Similar to other smart programs, Instant Pot slow cooking program has three settings –

Preset cooking time (No pressure is involved)

  • ‘Less’ slow cooks for 8 hours
  • ‘Normal’ slow cooks for 6 hours, and
  • ‘More’ gives you a 4-hour cook time.


The Multigrain smart program is for cooking wild rice, brown rice, and other tougher grains that require a bit more time than white rice. Multigrain adds extra time to soak the grains prior to cooking them when you use the ‘More’ setting (this also creates the softest texture).
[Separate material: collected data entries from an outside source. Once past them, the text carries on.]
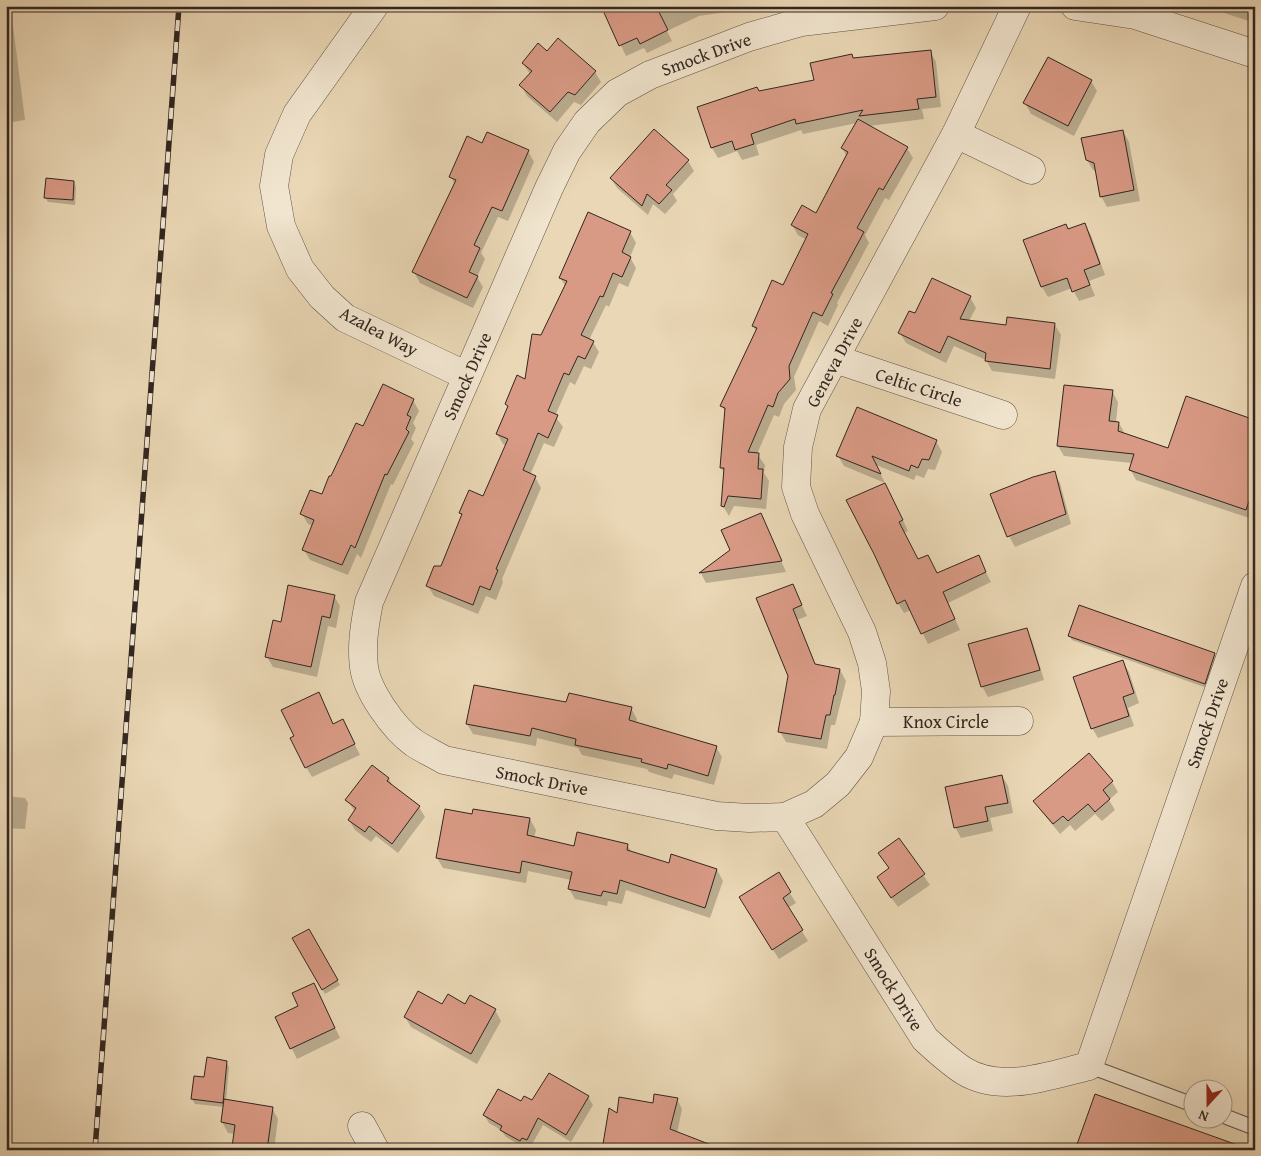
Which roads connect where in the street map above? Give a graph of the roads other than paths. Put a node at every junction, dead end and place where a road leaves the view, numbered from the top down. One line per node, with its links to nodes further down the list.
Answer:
1 (374, 6): 9 (street, Azalea Way)
2 (934, 6): 9 (street, Smock Drive)
3 (1017, 6): 6 (street, Geneva Drive)
4 (1075, 6): 5 (street)
5 (1255, 54)
6 (956, 134): 7 (street); 8 (street, Geneva Drive)
7 (1031, 170)
8 (835, 359): 10 (street, Celtic Circle); 13 (street, Geneva Drive)
9 (467, 376): 14 (street, Smock Drive)
10 (1003, 415)
11 (1255, 586): 15 (street, Smock Drive)
12 (1019, 721): 13 (street, Knox Circle)
13 (874, 722): 14 (street, Geneva Drive)
14 (785, 817): 15 (street, Smock Drive)
15 (1089, 1066): 16 (lane)
16 (1184, 1101)
17 (1234, 1120): 19 (lane)
18 (362, 1126): 20 (street)
19 (1255, 1128)
20 (376, 1150)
Otherwise, the options are basically the same as Rice: Less creates firmer grains, and Normal creates average texture to the grains being cooked.

Preset cooking time at high pressure

  • ‘Normal’ cooks for 40 minutes.
  • ‘More’ soaks for 45 minutes prior to 60 minutes of pressure cooking.
  • ‘Less’ cooks for 20 minutes.


Most Americans would call porridge oatmeal. With this in mind, the Instant Pot Porridge setting cooks a lot of the grains you’d likely associate with breakfast, like oatmeal, but it can also be used to cook rice along with a mixture of other grains. The ‘Less’ setting is perfect for oatmeal. The ‘Normal’ setting is perfect for rice porridge. Use ‘More’ to cook rice mixed with grains. 
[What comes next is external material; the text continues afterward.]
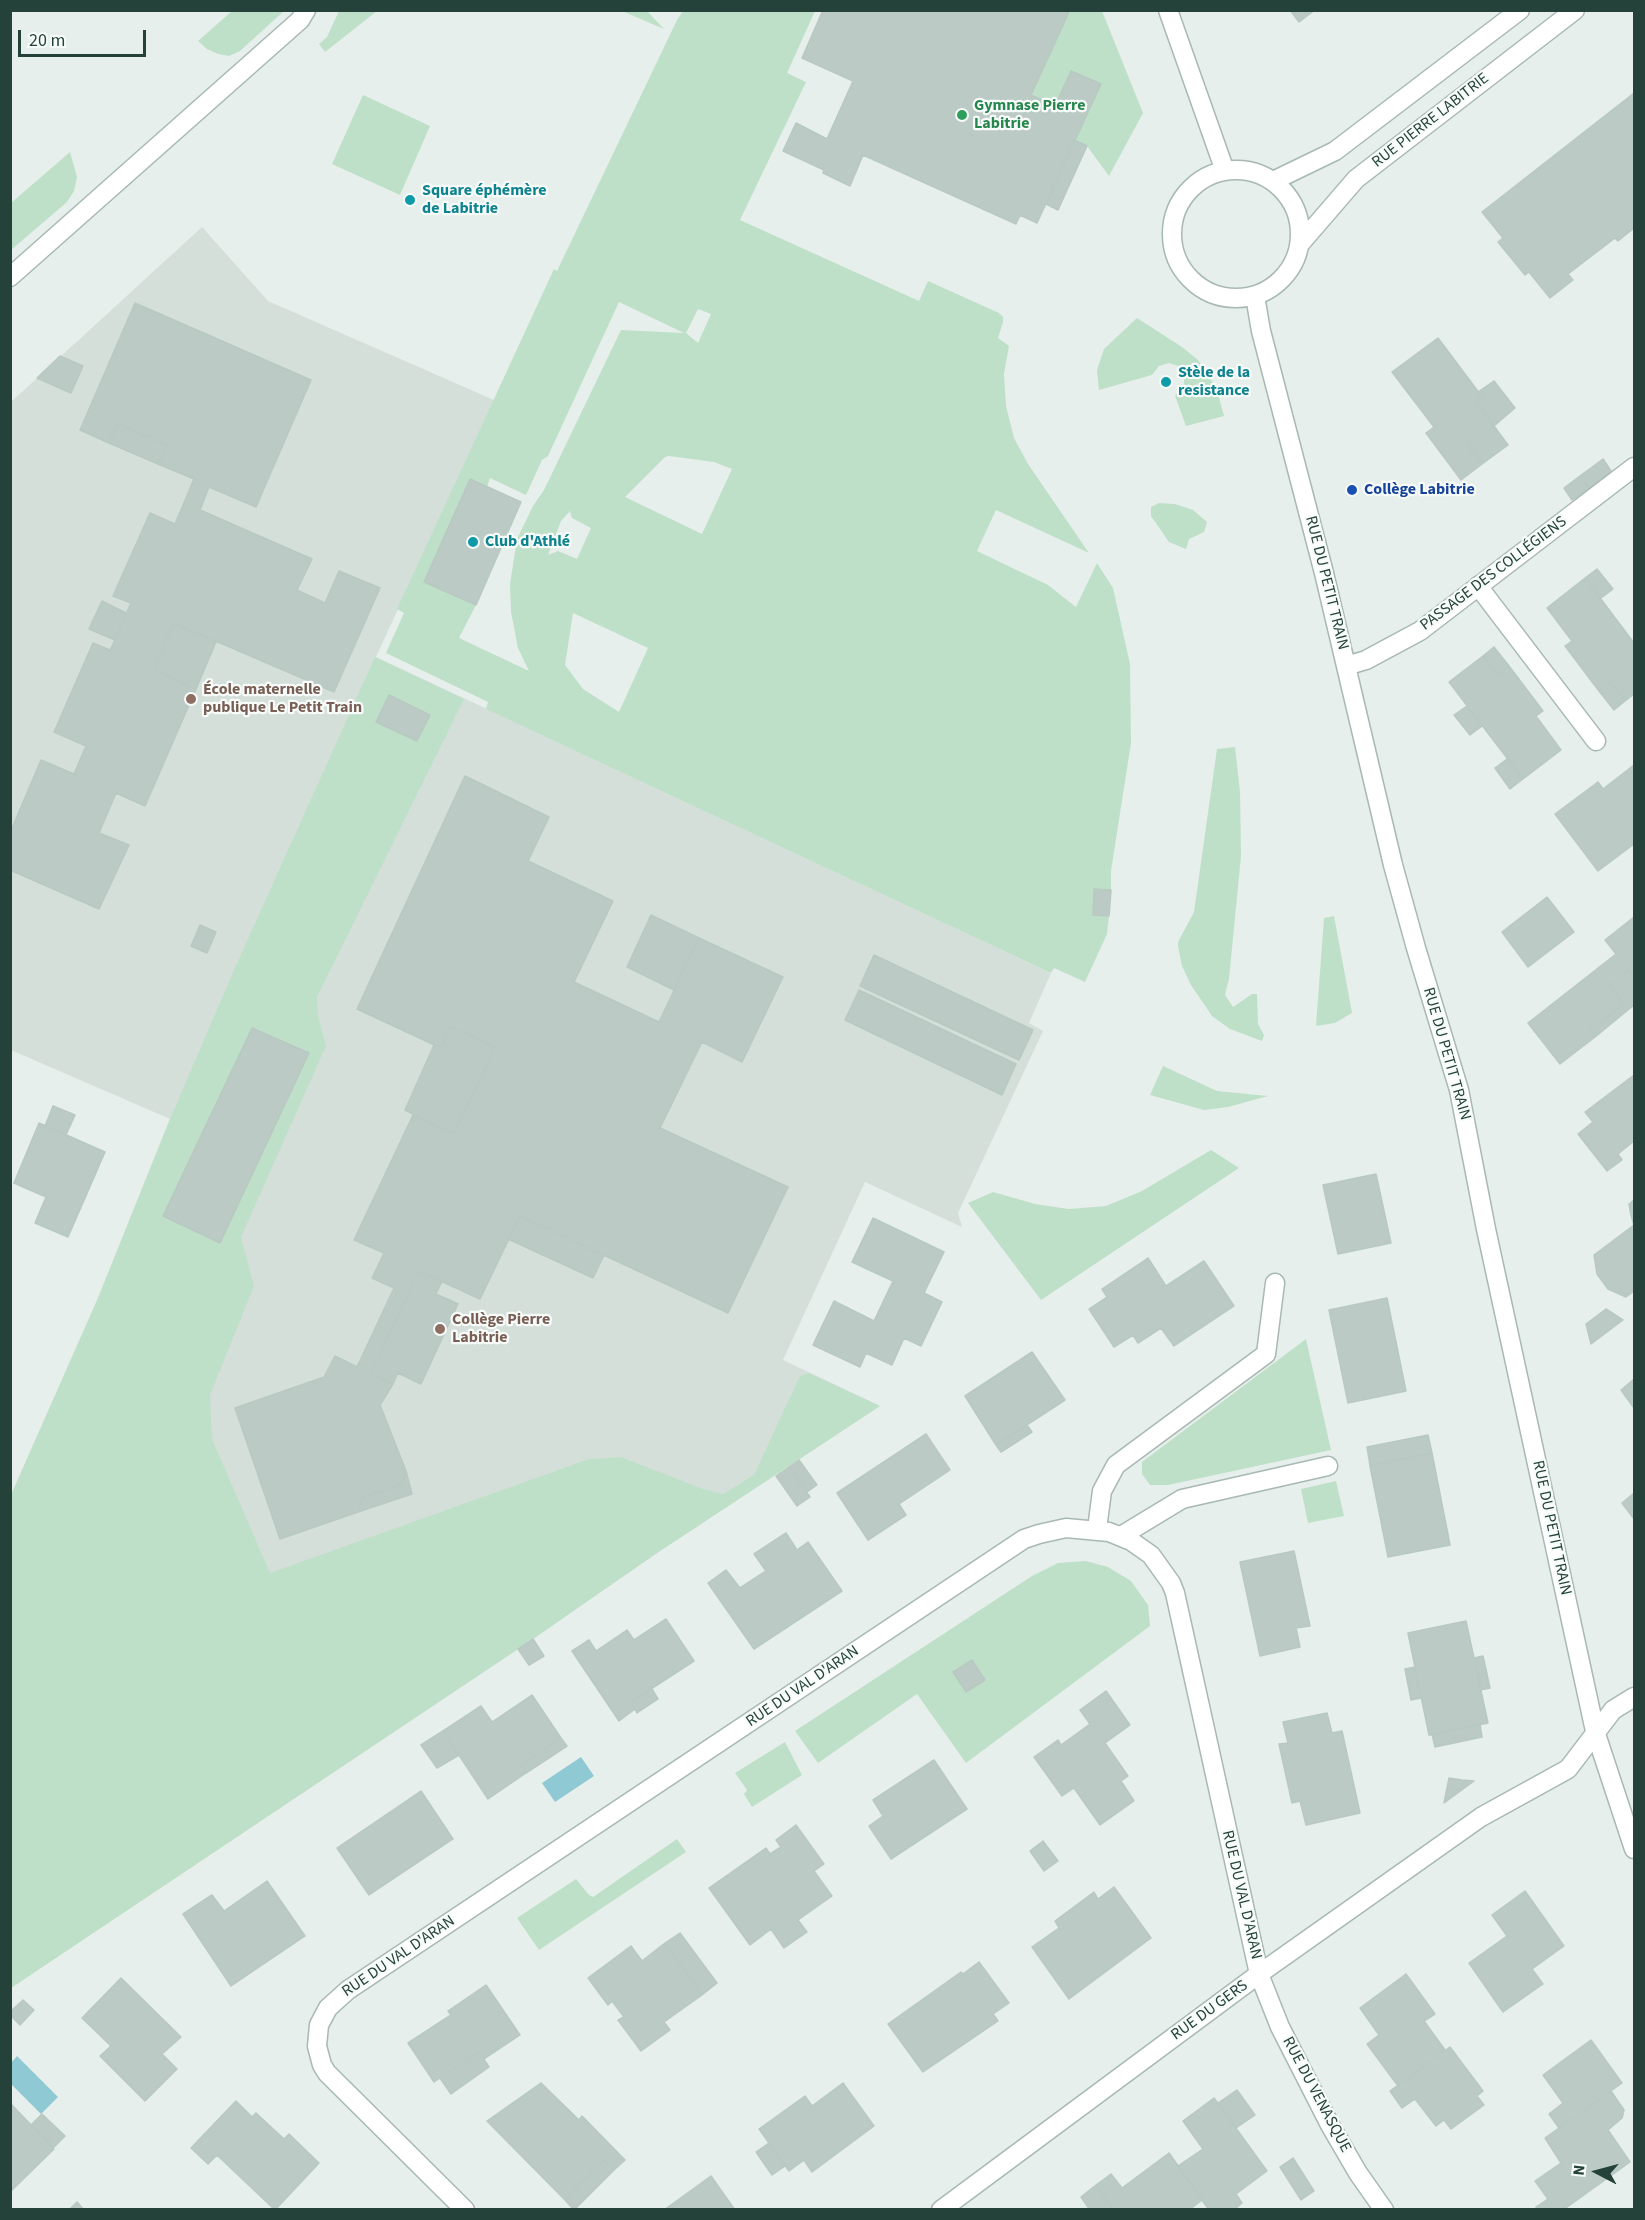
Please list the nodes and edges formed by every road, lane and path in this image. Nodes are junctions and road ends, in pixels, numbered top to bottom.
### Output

Preset cooking time at high pressure

  • ‘Normal’ cooks for 20 minutes.
  • ‘More’ cooks for 30 minutes 
  • ‘Less’ cooks for 15 minutes.

Recipes that you can make with this setting:


For an amazing, fall-off-the-bone roast, you don’t need to cook the meat in the oven for hours or turn on the slow cooker. Pop it in the Instant Pot, select Meat/Stew, and set the level you want: ‘Less’ creates soft texture, ‘Normal’ creates very tender meat, and ‘More’ makes that fall-off-the-bone meat you’d expect from a slow cooker or a long time in the oven.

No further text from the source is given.